Who is responsible for how communication is heard?

My money is on you saying ‘they took me the wrong way’.  If you listen to the people around you speak, that is definitely what you will hear when something like this happens.  Someone’s feelings are hurt, and the person who did the ‘hurting’ will state that the other person took them, or what they said, the wrong way.  “I didn’t mean to say that”!  or “That’s not what I said”!  Followed by “they took it the wrong way”.

I’m here to tell you that “they” did NOT take you wrong.  YOU said it wrong.  That’s right…  You, the person doing the communicating, are responsible for how your words are heard.  100% responsible.

Yes, I can hear you now…  That’s  crazy!  You don’t know the people I work with!  I said it in a quiet voice, and they heard it the way they wanted to hear it.  Go on.. get it all out.  All done?  Good…

Now… let’s talk about this.  As leaders we know that empathy is a mandatory skill.  Some of us have it in spades, while others have to work at it, and stay on our guard to be sure we are picking up on how the person we are communicating with is feeling.  Whether it’s natural for us or not, we must understand how the other person is feeling, and how they are reacting to what we are saying.  We need to be picking up, second by second, whether the listener is taking what we are saying the way in which we intend.  We can see facial expressions and body language, in addition to their verbal responses to what we are communicating.  If we get anything other than exactly what we expect to get, it’s our responsibility to fix it right then and there.  I should add here that it takes emotional intelligence to be sure of exactly what we intend.  It is certainly possible that we are harboring a grudge against this person, and deep down our intention could be to hurt their feelings.  We'll move forward with this discussion with the understanding that this is not what is happening.

If, in our example, I might pull a team members aside, and in private tell them that I think they came across a little disinterested to that customer.  The customer had a kind of a smirk on his face as he walked away.  And, I simply ask that my team member understand how sometimes we can come across in ways other than we intend, so please pay attention to customer’s facial expressions… if the customer doesn’t leave you with a genuine smile, it’s a sign that something didn’t go as planned, and if so, please check in with them to be sure they are leaving you genuinely happy.  Simple, right?  Not so much… 

After working in Leadership roles in restaurants, retail outlets, and upscale grocery stores over many years, I have given this exact feedback to many dozens of team members.  Many of the hourly employees in these workplaces are younger people, working with the public for the first time.  Focusing on the customer enough to pick up on their reaction to what we say, or how we say it, is something we all have to learn.  Most of us need to hear it out loud, and often more than once.  In our late teens/early 20’s we are easily distracted and providing outstanding customer service may not be the most important thing to us.  Does that mean these young people have heard this type of feedback before?  Does it mean they welcome feedback that will make them better at their job, better at life in fact?  No… no it does not. 

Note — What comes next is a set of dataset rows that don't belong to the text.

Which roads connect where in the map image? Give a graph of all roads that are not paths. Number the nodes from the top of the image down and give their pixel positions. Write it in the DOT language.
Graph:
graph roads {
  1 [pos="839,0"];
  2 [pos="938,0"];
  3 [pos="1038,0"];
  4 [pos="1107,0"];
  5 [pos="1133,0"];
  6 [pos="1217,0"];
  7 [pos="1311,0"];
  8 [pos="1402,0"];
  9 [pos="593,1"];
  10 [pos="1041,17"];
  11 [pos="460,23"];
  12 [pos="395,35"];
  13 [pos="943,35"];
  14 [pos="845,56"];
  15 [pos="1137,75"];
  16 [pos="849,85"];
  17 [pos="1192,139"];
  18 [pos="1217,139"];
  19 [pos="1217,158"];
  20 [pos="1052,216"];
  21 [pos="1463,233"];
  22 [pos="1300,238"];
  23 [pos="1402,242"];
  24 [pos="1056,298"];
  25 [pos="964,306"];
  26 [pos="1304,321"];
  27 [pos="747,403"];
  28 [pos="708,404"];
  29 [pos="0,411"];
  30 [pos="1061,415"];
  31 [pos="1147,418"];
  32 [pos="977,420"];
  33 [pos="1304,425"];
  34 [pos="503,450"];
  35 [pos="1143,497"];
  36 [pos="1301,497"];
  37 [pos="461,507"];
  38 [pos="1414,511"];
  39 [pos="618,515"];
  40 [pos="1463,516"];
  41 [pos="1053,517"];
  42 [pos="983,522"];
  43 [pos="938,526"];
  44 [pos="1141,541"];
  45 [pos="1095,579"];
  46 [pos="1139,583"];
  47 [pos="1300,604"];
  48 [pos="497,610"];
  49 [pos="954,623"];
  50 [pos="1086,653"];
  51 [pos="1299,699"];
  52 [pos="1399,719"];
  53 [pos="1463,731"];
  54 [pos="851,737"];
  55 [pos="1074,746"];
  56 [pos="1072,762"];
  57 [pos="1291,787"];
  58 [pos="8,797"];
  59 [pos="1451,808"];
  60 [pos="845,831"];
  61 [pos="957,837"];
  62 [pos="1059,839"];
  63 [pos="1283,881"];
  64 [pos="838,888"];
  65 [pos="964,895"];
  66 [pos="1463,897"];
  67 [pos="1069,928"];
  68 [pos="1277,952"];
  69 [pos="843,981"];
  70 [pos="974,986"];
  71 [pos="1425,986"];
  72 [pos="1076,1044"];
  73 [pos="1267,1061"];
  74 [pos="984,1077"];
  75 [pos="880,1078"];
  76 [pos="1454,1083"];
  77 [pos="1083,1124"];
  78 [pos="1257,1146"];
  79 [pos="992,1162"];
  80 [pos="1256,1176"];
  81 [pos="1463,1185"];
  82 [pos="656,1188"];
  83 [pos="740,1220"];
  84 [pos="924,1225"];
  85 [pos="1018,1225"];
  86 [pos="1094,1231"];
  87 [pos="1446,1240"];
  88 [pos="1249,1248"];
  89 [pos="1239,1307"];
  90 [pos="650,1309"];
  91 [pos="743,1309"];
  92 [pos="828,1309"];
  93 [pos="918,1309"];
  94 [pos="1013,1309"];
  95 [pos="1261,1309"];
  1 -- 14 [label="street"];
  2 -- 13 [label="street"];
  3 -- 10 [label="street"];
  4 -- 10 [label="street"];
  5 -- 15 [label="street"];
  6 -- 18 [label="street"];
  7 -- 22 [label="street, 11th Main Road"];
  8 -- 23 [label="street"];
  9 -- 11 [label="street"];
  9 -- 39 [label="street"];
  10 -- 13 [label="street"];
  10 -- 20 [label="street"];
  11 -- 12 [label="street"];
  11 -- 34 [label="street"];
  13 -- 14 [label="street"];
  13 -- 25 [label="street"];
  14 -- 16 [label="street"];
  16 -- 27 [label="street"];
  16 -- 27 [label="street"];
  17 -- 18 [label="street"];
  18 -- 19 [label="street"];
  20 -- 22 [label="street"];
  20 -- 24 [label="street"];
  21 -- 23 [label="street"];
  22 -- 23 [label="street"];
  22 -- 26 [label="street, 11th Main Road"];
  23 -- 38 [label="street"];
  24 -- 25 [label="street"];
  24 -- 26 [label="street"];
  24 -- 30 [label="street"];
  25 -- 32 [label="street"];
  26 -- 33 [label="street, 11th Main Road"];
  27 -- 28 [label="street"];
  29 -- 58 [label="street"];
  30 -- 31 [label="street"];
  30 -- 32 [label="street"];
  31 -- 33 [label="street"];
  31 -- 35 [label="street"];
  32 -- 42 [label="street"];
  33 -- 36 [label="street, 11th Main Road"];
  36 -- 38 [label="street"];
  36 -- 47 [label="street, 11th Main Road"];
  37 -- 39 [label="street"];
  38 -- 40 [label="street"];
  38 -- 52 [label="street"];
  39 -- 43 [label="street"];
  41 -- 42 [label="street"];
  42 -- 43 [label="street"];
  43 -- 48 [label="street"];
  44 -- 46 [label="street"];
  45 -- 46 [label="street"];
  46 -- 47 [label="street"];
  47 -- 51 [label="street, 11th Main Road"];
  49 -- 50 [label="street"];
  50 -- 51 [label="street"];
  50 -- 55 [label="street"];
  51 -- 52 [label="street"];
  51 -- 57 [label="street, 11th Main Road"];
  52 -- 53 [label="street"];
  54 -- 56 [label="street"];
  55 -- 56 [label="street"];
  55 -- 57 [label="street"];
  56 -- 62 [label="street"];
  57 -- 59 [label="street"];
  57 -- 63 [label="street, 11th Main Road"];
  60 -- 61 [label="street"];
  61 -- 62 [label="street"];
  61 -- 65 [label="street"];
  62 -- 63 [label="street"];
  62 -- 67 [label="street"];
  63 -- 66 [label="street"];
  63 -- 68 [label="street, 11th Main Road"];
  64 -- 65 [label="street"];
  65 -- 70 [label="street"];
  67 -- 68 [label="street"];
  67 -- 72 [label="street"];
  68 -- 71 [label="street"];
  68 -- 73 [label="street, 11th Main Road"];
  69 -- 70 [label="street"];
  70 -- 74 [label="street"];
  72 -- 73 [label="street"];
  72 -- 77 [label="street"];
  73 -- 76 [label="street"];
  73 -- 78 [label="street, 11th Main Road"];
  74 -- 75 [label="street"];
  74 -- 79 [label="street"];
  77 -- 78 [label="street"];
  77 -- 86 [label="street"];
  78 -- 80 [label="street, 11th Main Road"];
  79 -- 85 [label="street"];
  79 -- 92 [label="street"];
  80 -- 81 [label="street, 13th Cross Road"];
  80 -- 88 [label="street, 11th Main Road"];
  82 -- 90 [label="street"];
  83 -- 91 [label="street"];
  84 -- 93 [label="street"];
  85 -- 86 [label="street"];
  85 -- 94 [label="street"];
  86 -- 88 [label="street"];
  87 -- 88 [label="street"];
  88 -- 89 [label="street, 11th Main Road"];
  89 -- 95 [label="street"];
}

For many people new to the workplace this kind of feedback will be heard (at least at first) as harsh and ultra critical no matter how it is delivered.  That does not relieve me of the responsibility for how it is heard.  It’s up to me, the Leader, and person delivering the communication, to see how it is taken and if necessary say it differently until they get it in the way I intend.

This happens just as often with adults as with younger team members.  Once we are into our 20’s and older I’ve found it’s pretty normal for people to feel that they’ve got it all figured out.  If they haven’t heard that some behavior is a problem by then, it’s not their problem, it’s your problem!  Aging does not necessarily mean becoming more open to feedback.

What will help in this process is being consistent in your Leadership, expecting the same commitment to service (or whatever) from every team member, always delivering feedback in private, giving feedback promptly, keeping your emotions in check, properly indoctrinating your new hires so they know your standards up front, understand that you will be giving them feedback like this, and understand that you care about them and their goals, and always providing the best example for them yourself.  Over time these things will help build trust between you and your team members, and when you speak to them they will come to know that it comes from a place of respect, and is not meant to be derogatory or hurtful.  See Hiring part 15 for more on indoctrination...

The next time you start to say “they took it wrong” you will know that something needs to be fixed.  Do it right away.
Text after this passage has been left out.